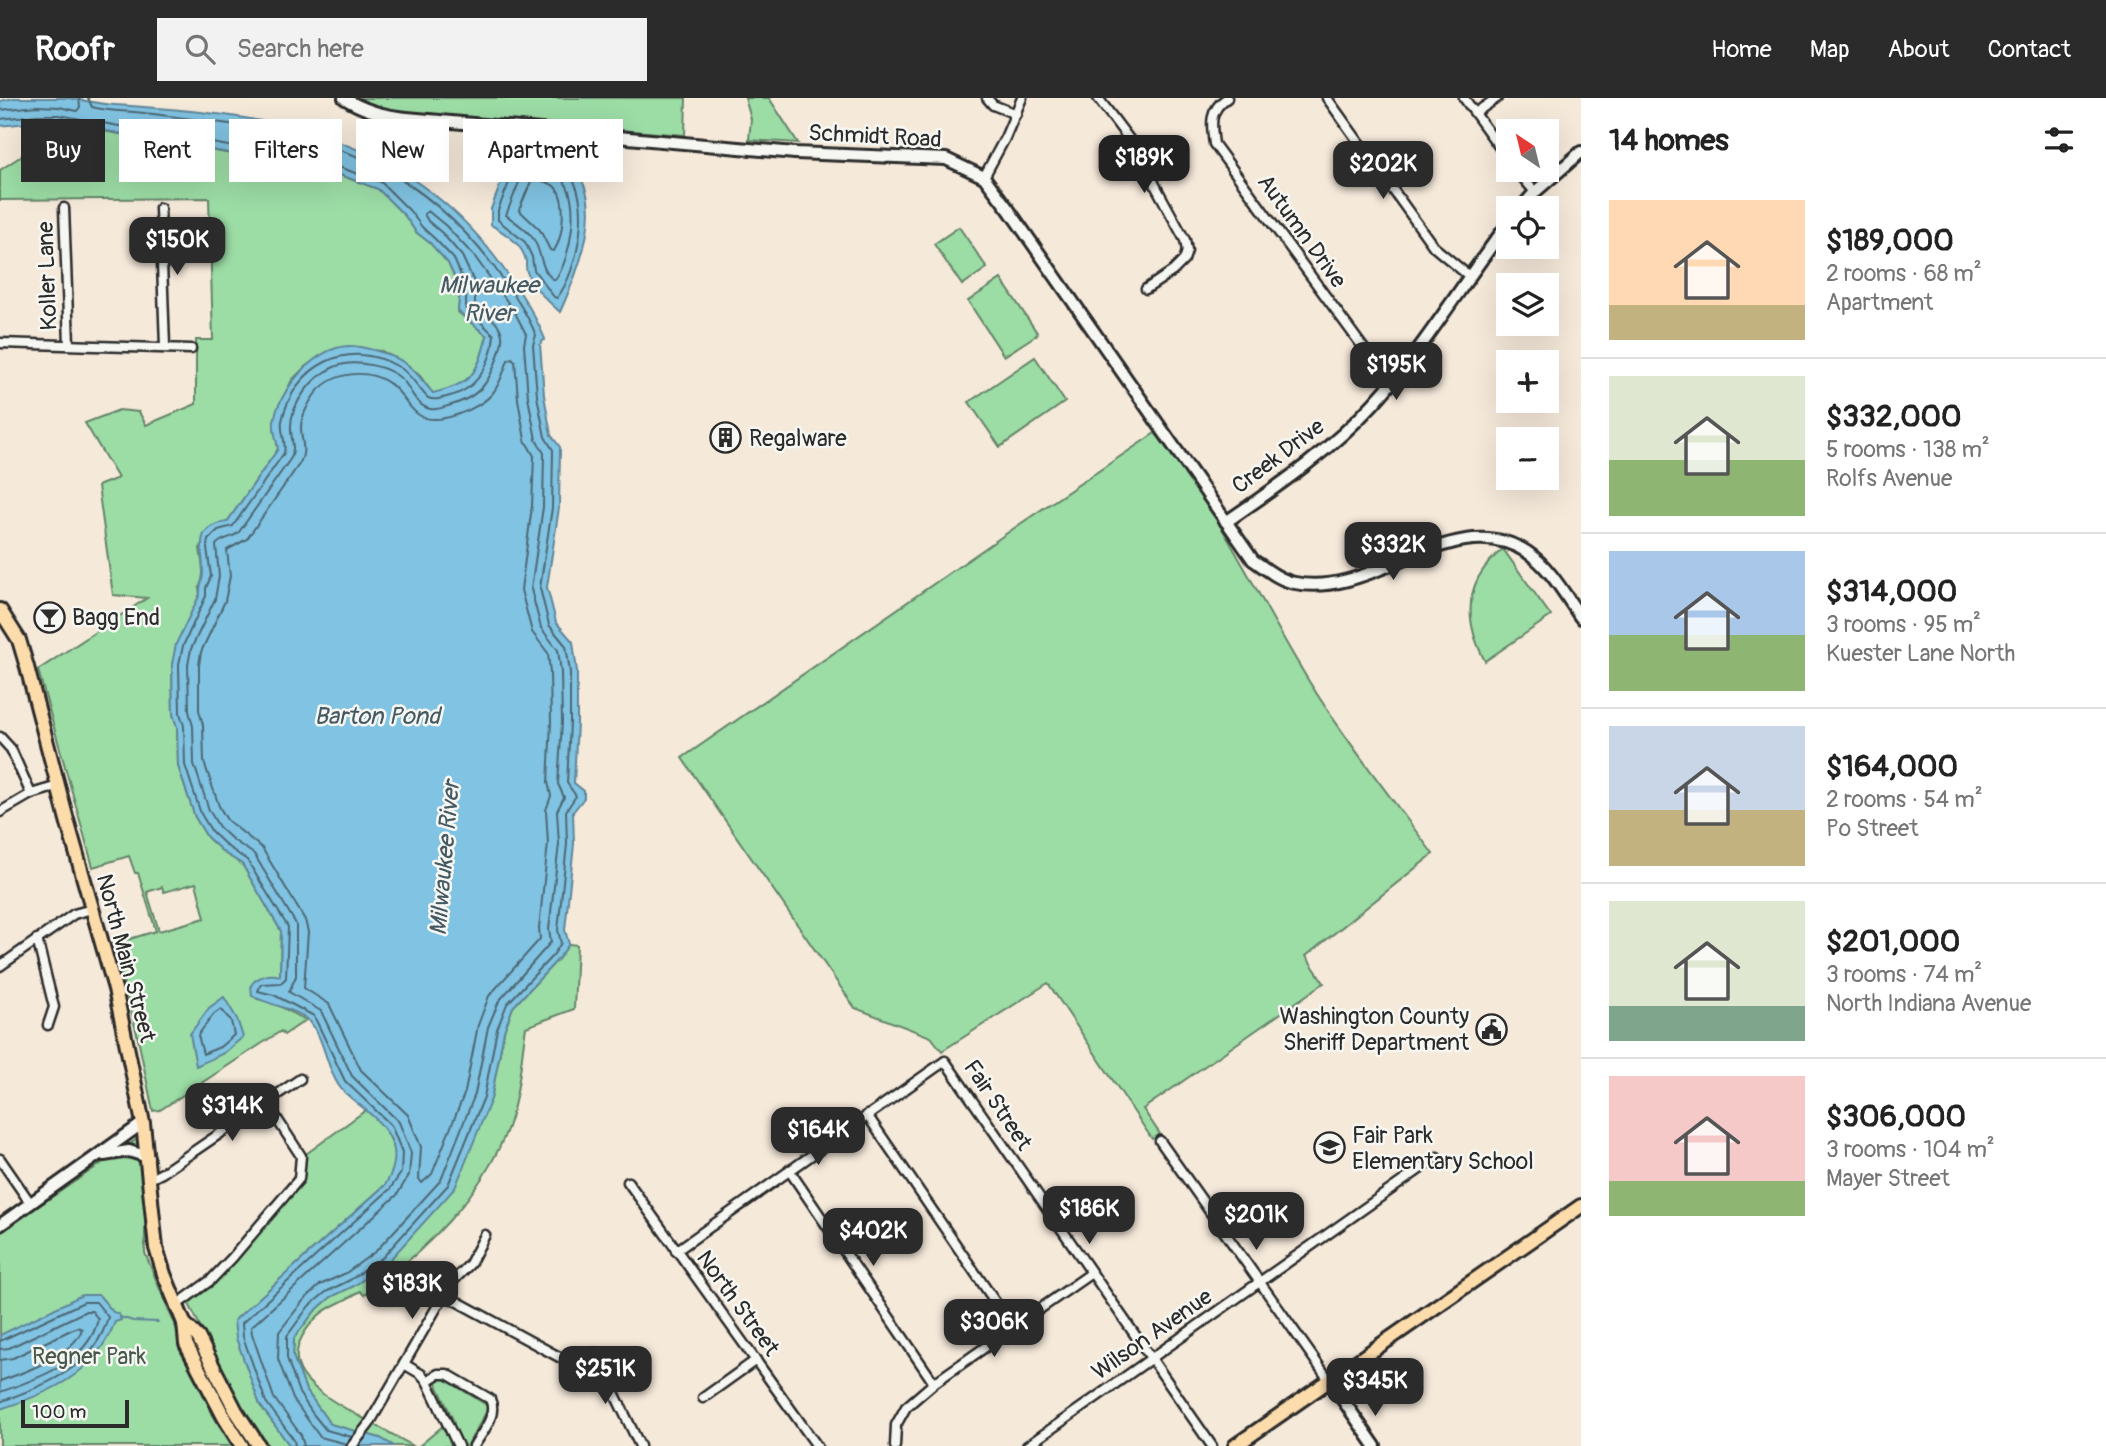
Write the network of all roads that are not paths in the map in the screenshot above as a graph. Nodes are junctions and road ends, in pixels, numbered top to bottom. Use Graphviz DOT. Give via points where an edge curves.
graph roads {
  1 [pos="344,98"];
  2 [pos="987,98"];
  3 [pos="1022,98"];
  4 [pos="1098,98"];
  5 [pos="1227,98"];
  6 [pos="1327,98"];
  7 [pos="1464,98"];
  8 [pos="1497,98"];
  9 [pos="1475,113"];
  10 [pos="1016,114"];
  11 [pos="1496,142"];
  12 [pos="1581,152"];
  13 [pos="984,177"];
  14 [pos="1526,182"];
  15 [pos="1535,192"];
  16 [pos="1532,196"];
  17 [pos="64,208"];
  18 [pos="160,208"];
  19 [pos="1496,239"];
  20 [pos="1469,276"];
  21 [pos="1146,289"];
  22 [pos="0,343"];
  23 [pos="69,344"];
  24 [pos="165,346"];
  25 [pos="191,349"];
  26 [pos="1396,377"];
  27 [pos="1226,522"];
  28 [pos="0,610"];
  29 [pos="1581,618"];
  30 [pos="0,737"];
  31 [pos="58,786"];
  32 [pos="31,794"];
  33 [pos="0,812"];
  34 [pos="92,909"];
  35 [pos="37,939"];
  36 [pos="0,966"];
  37 [pos="48,1025"];
  38 [pos="300,1079"];
  39 [pos="265,1102"];
  40 [pos="867,1115"];
  41 [pos="143,1123"];
  42 [pos="1160,1141"];
  43 [pos="102,1155"];
  44 [pos="148,1157"];
  45 [pos="1437,1157"];
  46 [pos="0,1159"];
  47 [pos="789,1170"];
  48 [pos="150,1179"];
  49 [pos="628,1182"];
  50 [pos="31,1204"];
  51 [pos="1581,1206"];
  52 [pos="0,1225"];
  53 [pos="485,1235"];
  54 [pos="676,1251"];
  55 [pos="1090,1274"];
  56 [pos="1260,1282"];
  57 [pos="444,1295"];
  58 [pos="175,1306"];
  59 [pos="184,1323"];
  60 [pos="1013,1328"];
  61 [pos="756,1360"];
  62 [pos="1151,1360"];
  63 [pos="404,1364"];
  64 [pos="1329,1380"];
  65 [pos="427,1381"];
  66 [pos="934,1383"];
  67 [pos="703,1398"];
  68 [pos="242,1446"];
  69 [pos="259,1446"];
  70 [pos="352,1446"];
  71 [pos="458,1446"];
  72 [pos="474,1446"];
  73 [pos="640,1446"];
  74 [pos="817,1446"];
  75 [pos="895,1446"];
  76 [pos="1027,1446"];
  77 [pos="1212,1446"];
  78 [pos="1235,1446"];
  79 [pos="1376,1446"];
  1 -- 13 [label="street, Schmidt Road" via="383,116 795,153 946,159"];
  2 -- 10 [label="street"];
  3 -- 10 [label="street"];
  4 -- 21 [label="street" via="1144,159 1185,240 1184,260"];
  5 -- 26 [label="street, Autumn Drive" via="1210,120 1214,144 1365,350"];
  6 -- 20 [label="street" via="1434,247"];
  7 -- 9 [label="street"];
  8 -- 9 [label="street"];
  9 -- 11 [label="street"];
  10 -- 13 [label="street"];
  12 -- 15 [label="street"];
  13 -- 27 [label="street, Schmidt Road"];
  14 -- 15 [label="street"];
  15 -- 16 [label="street"];
  17 -- 23 [label="street, Koller Lane"];
  18 -- 24 [label="street"];
  19 -- 20 [label="street, Creek Drive"];
  20 -- 26 [label="street, Creek Drive"];
  22 -- 23 [label="street"];
  23 -- 24 [label="street"];
  24 -- 25 [label="street"];
  26 -- 27 [label="street, Creek Drive" via="1316,458"];
  27 -- 29 [label="street, Schmidt Road" via="1253,560 1272,574 1293,583 1320,586 1351,580 1470,538 1510,543 1545,567"];
  28 -- 31 [label="main road, North Main Street" via="19,640"];
  30 -- 32 [label="street" via="11,749"];
  31 -- 32 [label="street"];
  31 -- 34 [label="main road, North Main Street"];
  32 -- 33 [label="street"];
  34 -- 35 [label="street" via="74,914"];
  34 -- 41 [label="main road, North Main Street" via="115,989"];
  35 -- 36 [label="street"];
  35 -- 37 [label="street" via="54,1007"];
  38 -- 39 [label="street"];
  39 -- 48 [label="street"];
  39 -- 58 [label="street" via="300,1156 299,1179 211,1280"];
  40 -- 47 [label="street"];
  40 -- 55 [label="street, Fair Street" via="945,1061"];
  40 -- 60 [label="street"];
  41 -- 43 [label="street"];
  41 -- 44 [label="main road, North Main Street"];
  42 -- 56 [label="street"];
  43 -- 44 [label="street" via="130,1151"];
  43 -- 50 [label="street"];
  44 -- 48 [label="main road, North Main Street"];
  45 -- 56 [label="street, Wilson Avenue"];
  46 -- 50 [label="street"];
  47 -- 54 [label="street"];
  47 -- 66 [label="street"];
  48 -- 58 [label="main road, North Main Street" via="156,1248"];
  49 -- 54 [label="street, North Street"];
  50 -- 52 [label="street"];
  51 -- 64 [label="main road"];
  53 -- 57 [label="street" via="470,1264"];
  54 -- 61 [label="street, North Street"];
  55 -- 60 [label="street"];
  55 -- 62 [label="street, Fair Street"];
  56 -- 62 [label="street, Wilson Avenue"];
  56 -- 64 [label="street"];
  57 -- 63 [label="street"];
  57 -- 73 [label="street" via="561,1359 595,1353"];
  58 -- 59 [label="main road, North Main Street"];
  59 -- 68 [label="main road, North Main Street" via="186,1344"];
  59 -- 69 [label="main road, North Main Street" via="198,1337"];
  60 -- 66 [label="street"];
  61 -- 67 [label="street"];
  61 -- 74 [label="street, North Street"];
  62 -- 76 [label="street, Wilson Avenue"];
  62 -- 77 [label="street, Fair Street"];
  63 -- 65 [label="street"];
  63 -- 70 [label="street"];
  64 -- 78 [label="main road"];
  64 -- 79 [label="street"];
  65 -- 71 [label="street"];
  65 -- 72 [label="street" via="447,1374 490,1399 492,1415"];
  66 -- 75 [label="street" via="906,1407 895,1426"];
}
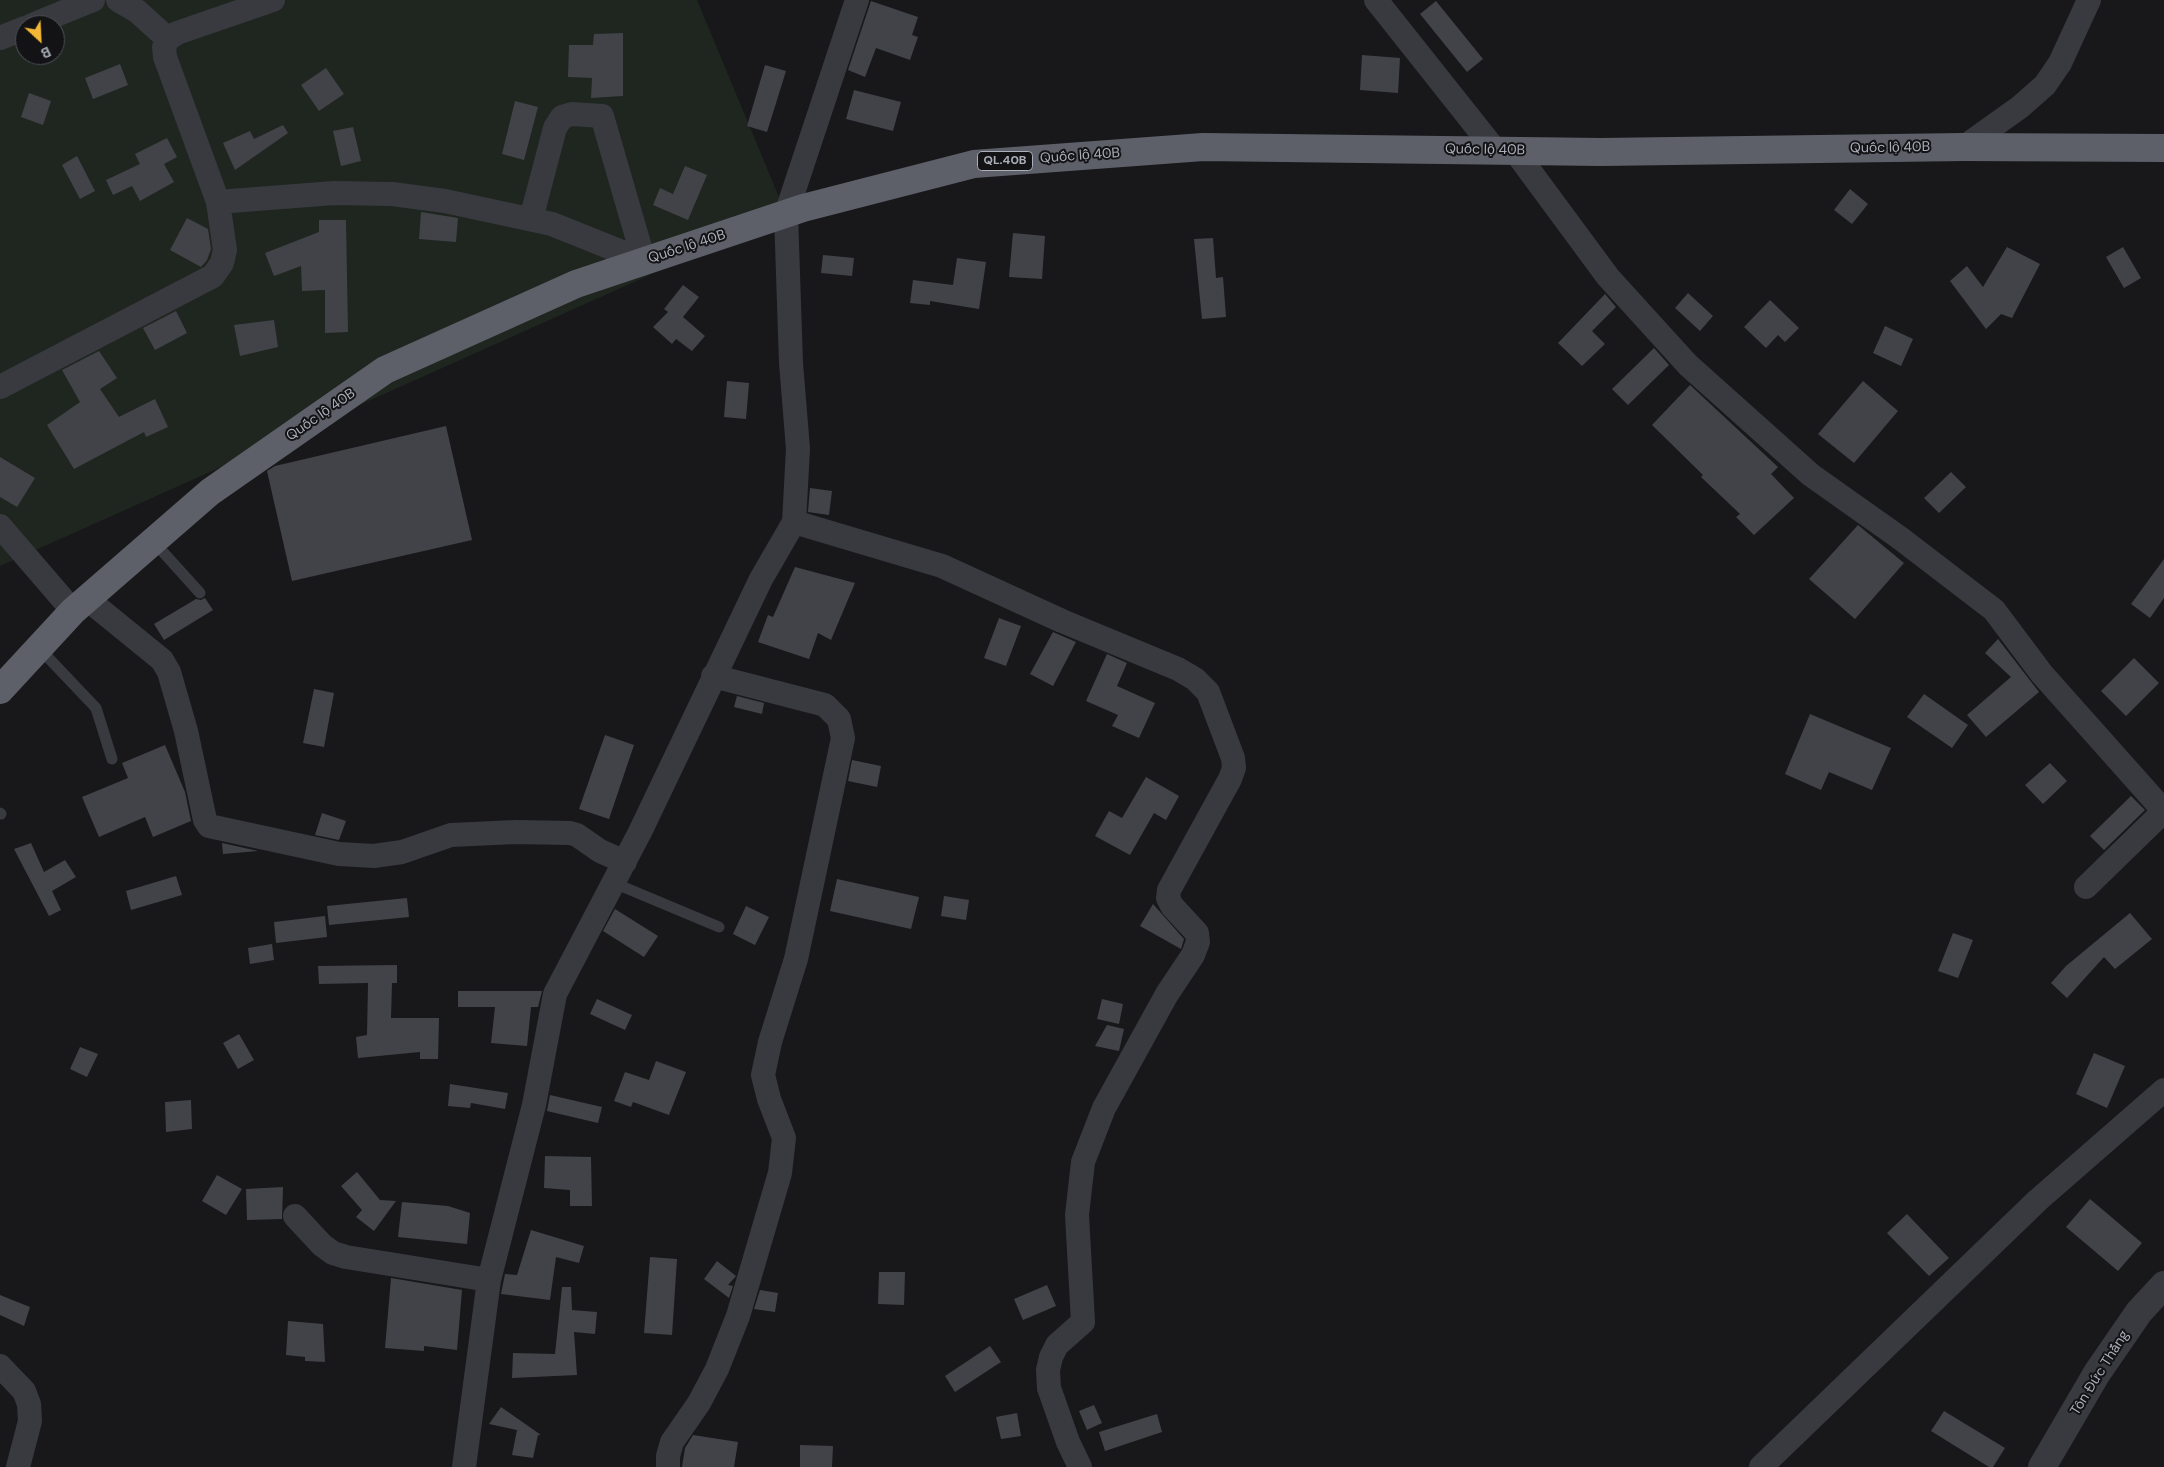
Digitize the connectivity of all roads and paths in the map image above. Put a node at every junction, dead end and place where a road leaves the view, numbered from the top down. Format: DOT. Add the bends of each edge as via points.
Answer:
graph roads {
  1 [pos="93,0"];
  2 [pos="118,0"];
  3 [pos="273,0"];
  4 [pos="857,0"];
  5 [pos="1376,0"];
  6 [pos="2090,0"];
  7 [pos="56,15"];
  8 [pos="15,32"];
  9 [pos="0,38"];
  10 [pos="168,39"];
  11 [pos="1964,147"];
  12 [pos="2164,148"];
  13 [pos="1505,150"];
  14 [pos="218,202"];
  15 [pos="786,214"];
  16 [pos="531,219"];
  17 [pos="644,261"];
  18 [pos="0,387"];
  19 [pos="794,522"];
  20 [pos="0,526"];
  21 [pos="153,541"];
  22 [pos="200,594"];
  23 [pos="80,605"];
  24 [pos="39,648"];
  25 [pos="713,676"];
  26 [pos="0,690"];
  27 [pos="112,759"];
  28 [pos="2164,811"];
  29 [pos="620,872"];
  30 [pos="2086,888"];
  31 [pos="719,927"];
  32 [pos="2164,1090"];
  33 [pos="295,1216"];
  34 [pos="488,1280"];
  35 [pos="2164,1285"];
  36 [pos="0,1366"];
  37 [pos="18,1467"];
  38 [pos="464,1467"];
  39 [pos="668,1467"];
  40 [pos="1080,1467"];
  41 [pos="1761,1467"];
  42 [pos="2042,1467"];
  1 -- 7 [label="street"];
  2 -- 10 [label="street" via="138,11"];
  3 -- 10 [label="street" via="196,25"];
  4 -- 15 [label="street"];
  5 -- 13 [label="street"];
  6 -- 11 [label="street" via="2060,63 2045,85"];
  8 -- 9 [label="street"];
  10 -- 14 [label="street" via="164,47 165,57"];
  11 -- 12 [label="highway, Quốc lộ 40B / QL.40B"];
  11 -- 13 [label="highway, Quốc lộ 40B / QL.40B"];
  13 -- 15 [label="highway, Quốc lộ 40B / QL.40B" via="1203,147 974,164"];
  13 -- 28 [label="street" via="1608,277 1688,365 1811,475 1994,610 2042,674"];
  14 -- 16 [label="street" via="334,193 392,194"];
  14 -- 18 [label="street" via="225,250 222,263 213,276"];
  15 -- 17 [label="highway, Quốc lộ 40B / QL.40B"];
  15 -- 19 [label="street" via="791,363 798,449"];
  16 -- 17 [label="street" via="588,237"];
  16 -- 17 [label="street" via="555,128 562,117 572,114 602,116"];
  17 -- 21 [label="highway, Quốc lộ 40B / QL.40B" via="576,284 385,370 210,492"];
  19 -- 25 [label="street" via="761,579"];
  19 -- 40 [label="street" via="942,566 1178,669 1208,692 1233,758 1230,779 1169,890 1172,906 1197,933 1198,942 1104,1108 1083,1162 1077,1215 1083,1322 1057,1345 1048,1370 1049,1388"];
  20 -- 23 [label="street"];
  21 -- 22 [label="lane"];
  21 -- 23 [label="highway, Quốc lộ 40B / QL.40B"];
  23 -- 24 [label="highway, Quốc lộ 40B / QL.40B"];
  23 -- 29 [label="street" via="162,660 169,672 186,731 209,826 339,854 374,856 394,854 451,835 570,833 600,851"];
  24 -- 26 [label="highway, Quốc lộ 40B / QL.40B"];
  24 -- 27 [label="lane" via="96,708"];
  25 -- 29 [label="street"];
  25 -- 39 [label="street" via="825,705 839,719 842,738 796,959 763,1075 768,1099 784,1138 780,1173 738,1316 717,1370 672,1442"];
  28 -- 30 [label="street"];
  29 -- 31 [label="lane"];
  29 -- 34 [label="street" via="555,994 534,1105"];
  32 -- 41 [label="street" via="2038,1200"];
  33 -- 34 [label="street" via="333,1253"];
  34 -- 38 [label="street"];
  35 -- 42 [label="street, Tôn Đức Thắng" via="2139,1312 2097,1373"];
  36 -- 37 [label="street" via="24,1391 29,1404 30,1421"];
}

◆ ◆ ◆

» Problem: Scan the material above for "Drive". Copy every line where it appears.

» Solution to this problem:
  5 -- 26 [label="street, Autumn Drive" via="1210,120 1214,144 1365,350"];
  19 -- 20 [label="street, Creek Drive"];
  20 -- 26 [label="street, Creek Drive"];
  26 -- 27 [label="street, Creek Drive" via="1316,458"];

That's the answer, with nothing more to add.